What you have to do » Please retype the entries below exactly as they are written.

Extracted data »
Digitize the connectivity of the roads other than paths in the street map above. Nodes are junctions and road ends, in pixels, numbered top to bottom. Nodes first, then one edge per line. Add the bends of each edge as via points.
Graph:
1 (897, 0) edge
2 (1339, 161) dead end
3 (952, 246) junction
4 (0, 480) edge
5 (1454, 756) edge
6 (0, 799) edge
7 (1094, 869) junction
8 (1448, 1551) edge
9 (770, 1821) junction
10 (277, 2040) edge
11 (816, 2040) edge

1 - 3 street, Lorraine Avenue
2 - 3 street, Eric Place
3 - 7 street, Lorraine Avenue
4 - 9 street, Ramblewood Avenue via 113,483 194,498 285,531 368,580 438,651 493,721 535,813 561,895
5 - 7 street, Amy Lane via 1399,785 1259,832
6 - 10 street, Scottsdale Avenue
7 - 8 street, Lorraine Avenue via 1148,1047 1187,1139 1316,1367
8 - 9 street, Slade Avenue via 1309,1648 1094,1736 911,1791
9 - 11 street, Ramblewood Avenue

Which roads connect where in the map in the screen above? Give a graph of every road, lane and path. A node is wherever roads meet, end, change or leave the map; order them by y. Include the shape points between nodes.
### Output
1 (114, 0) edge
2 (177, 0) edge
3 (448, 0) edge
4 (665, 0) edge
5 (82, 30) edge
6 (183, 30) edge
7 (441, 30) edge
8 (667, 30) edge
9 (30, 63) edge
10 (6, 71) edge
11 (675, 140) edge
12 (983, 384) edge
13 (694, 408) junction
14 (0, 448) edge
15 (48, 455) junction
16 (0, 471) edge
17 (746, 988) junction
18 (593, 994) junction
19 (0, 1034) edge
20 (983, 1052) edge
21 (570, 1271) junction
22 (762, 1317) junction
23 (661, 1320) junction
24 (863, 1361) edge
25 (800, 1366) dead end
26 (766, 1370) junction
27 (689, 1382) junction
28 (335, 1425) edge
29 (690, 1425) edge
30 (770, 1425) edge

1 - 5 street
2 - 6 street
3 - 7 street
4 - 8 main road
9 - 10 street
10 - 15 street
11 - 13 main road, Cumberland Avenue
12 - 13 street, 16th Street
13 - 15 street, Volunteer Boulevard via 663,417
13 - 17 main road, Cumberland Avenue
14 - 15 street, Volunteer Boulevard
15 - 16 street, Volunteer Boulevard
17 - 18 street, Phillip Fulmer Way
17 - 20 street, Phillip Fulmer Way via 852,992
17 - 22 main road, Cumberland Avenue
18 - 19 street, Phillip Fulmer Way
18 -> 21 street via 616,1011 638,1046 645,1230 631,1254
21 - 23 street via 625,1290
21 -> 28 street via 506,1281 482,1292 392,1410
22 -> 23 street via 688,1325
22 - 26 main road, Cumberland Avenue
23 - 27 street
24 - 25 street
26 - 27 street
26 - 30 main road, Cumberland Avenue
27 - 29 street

Task result »
Digitize the connectivity of the roads other than paths in the street map above. Nodes are junctions and road ends, in pixels, numbered top to bottom. Nodes first, then one edge per line. Add the bends of each edge as via points.
Graph:
1 (897, 0) edge
2 (1339, 161) dead end
3 (952, 246) junction
4 (0, 480) edge
5 (1454, 756) edge
6 (0, 799) edge
7 (1094, 869) junction
8 (1448, 1551) edge
9 (770, 1821) junction
10 (277, 2040) edge
11 (816, 2040) edge

1 - 3 street, Lorraine Avenue
2 - 3 street, Eric Place
3 - 7 street, Lorraine Avenue
4 - 9 street, Ramblewood Avenue via 113,483 194,498 285,531 368,580 438,651 493,721 535,813 561,895
5 - 7 street, Amy Lane via 1399,785 1259,832
6 - 10 street, Scottsdale Avenue
7 - 8 street, Lorraine Avenue via 1148,1047 1187,1139 1316,1367
8 - 9 street, Slade Avenue via 1309,1648 1094,1736 911,1791
9 - 11 street, Ramblewood Avenue

Which roads connect where in the map in the screen above? Give a graph of every road, lane and path. A node is wherever roads meet, end, change or leave the map; order them by y. Include the shape points between nodes.
### Output
1 (114, 0) edge
2 (177, 0) edge
3 (448, 0) edge
4 (665, 0) edge
5 (82, 30) edge
6 (183, 30) edge
7 (441, 30) edge
8 (667, 30) edge
9 (30, 63) edge
10 (6, 71) edge
11 (675, 140) edge
12 (983, 384) edge
13 (694, 408) junction
14 (0, 448) edge
15 (48, 455) junction
16 (0, 471) edge
17 (746, 988) junction
18 (593, 994) junction
19 (0, 1034) edge
20 (983, 1052) edge
21 (570, 1271) junction
22 (762, 1317) junction
23 (661, 1320) junction
24 (863, 1361) edge
25 (800, 1366) dead end
26 (766, 1370) junction
27 (689, 1382) junction
28 (335, 1425) edge
29 (690, 1425) edge
30 (770, 1425) edge

1 - 5 street
2 - 6 street
3 - 7 street
4 - 8 main road
9 - 10 street
10 - 15 street
11 - 13 main road, Cumberland Avenue
12 - 13 street, 16th Street
13 - 15 street, Volunteer Boulevard via 663,417
13 - 17 main road, Cumberland Avenue
14 - 15 street, Volunteer Boulevard
15 - 16 street, Volunteer Boulevard
17 - 18 street, Phillip Fulmer Way
17 - 20 street, Phillip Fulmer Way via 852,992
17 - 22 main road, Cumberland Avenue
18 - 19 street, Phillip Fulmer Way
18 -> 21 street via 616,1011 638,1046 645,1230 631,1254
21 - 23 street via 625,1290
21 -> 28 street via 506,1281 482,1292 392,1410
22 -> 23 street via 688,1325
22 - 26 main road, Cumberland Avenue
23 - 27 street
24 - 25 street
26 - 27 street
26 - 30 main road, Cumberland Avenue
27 - 29 street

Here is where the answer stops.